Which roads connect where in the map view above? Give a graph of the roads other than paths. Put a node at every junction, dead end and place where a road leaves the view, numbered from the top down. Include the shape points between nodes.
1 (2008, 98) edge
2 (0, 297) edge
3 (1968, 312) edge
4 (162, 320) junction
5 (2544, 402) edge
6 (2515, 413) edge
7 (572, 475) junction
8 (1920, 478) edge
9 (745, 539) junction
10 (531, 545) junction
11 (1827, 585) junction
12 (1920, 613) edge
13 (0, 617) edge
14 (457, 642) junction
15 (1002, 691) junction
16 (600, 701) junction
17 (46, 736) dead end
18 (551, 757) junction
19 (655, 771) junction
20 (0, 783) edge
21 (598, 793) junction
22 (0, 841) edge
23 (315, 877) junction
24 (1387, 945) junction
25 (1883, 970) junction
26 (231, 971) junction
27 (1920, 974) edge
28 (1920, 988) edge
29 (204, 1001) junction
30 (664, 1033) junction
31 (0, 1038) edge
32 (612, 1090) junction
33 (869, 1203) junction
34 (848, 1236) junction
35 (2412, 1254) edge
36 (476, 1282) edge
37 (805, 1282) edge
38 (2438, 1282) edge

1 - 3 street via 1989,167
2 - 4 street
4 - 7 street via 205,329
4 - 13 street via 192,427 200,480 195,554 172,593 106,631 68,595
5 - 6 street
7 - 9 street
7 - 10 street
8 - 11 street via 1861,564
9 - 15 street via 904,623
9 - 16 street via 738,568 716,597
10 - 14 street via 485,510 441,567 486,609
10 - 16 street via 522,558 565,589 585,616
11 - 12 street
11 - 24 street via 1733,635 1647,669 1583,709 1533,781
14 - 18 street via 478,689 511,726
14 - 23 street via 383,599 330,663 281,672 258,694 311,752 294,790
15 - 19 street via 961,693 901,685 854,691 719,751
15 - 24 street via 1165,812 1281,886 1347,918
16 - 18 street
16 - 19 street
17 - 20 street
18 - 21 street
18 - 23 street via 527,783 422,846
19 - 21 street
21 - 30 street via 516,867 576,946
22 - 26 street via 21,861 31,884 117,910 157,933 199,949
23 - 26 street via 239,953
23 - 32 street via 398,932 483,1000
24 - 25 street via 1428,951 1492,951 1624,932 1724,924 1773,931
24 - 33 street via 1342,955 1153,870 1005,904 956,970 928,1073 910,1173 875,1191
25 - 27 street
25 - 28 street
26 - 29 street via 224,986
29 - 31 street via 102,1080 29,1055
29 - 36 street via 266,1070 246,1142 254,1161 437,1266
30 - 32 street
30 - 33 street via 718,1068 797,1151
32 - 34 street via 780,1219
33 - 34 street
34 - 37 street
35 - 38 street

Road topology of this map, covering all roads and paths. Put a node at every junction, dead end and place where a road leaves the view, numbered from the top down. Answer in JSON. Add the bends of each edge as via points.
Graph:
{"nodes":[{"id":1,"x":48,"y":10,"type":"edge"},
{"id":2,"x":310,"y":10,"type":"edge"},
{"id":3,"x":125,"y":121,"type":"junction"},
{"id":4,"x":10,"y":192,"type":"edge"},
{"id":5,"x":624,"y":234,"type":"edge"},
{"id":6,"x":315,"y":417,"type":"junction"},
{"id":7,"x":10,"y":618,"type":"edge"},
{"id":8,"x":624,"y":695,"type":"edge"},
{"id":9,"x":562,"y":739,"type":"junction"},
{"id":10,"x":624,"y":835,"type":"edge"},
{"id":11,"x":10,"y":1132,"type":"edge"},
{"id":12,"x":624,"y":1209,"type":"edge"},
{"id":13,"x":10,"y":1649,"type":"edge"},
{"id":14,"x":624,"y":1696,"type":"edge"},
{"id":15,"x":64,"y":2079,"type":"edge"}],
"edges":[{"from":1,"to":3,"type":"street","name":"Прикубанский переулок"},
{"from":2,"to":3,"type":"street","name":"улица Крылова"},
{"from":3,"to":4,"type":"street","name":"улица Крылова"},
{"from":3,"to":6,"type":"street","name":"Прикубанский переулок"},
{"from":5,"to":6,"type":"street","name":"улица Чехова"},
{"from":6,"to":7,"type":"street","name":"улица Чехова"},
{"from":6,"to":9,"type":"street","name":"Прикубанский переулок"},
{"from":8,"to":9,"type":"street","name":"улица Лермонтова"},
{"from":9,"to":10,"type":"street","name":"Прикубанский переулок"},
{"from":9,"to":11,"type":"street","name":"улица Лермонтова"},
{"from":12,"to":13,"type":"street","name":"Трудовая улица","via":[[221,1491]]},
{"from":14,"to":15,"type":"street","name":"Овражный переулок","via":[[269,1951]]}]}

----

Give the count of lines containing the word "points" in the listing, and no other text.

2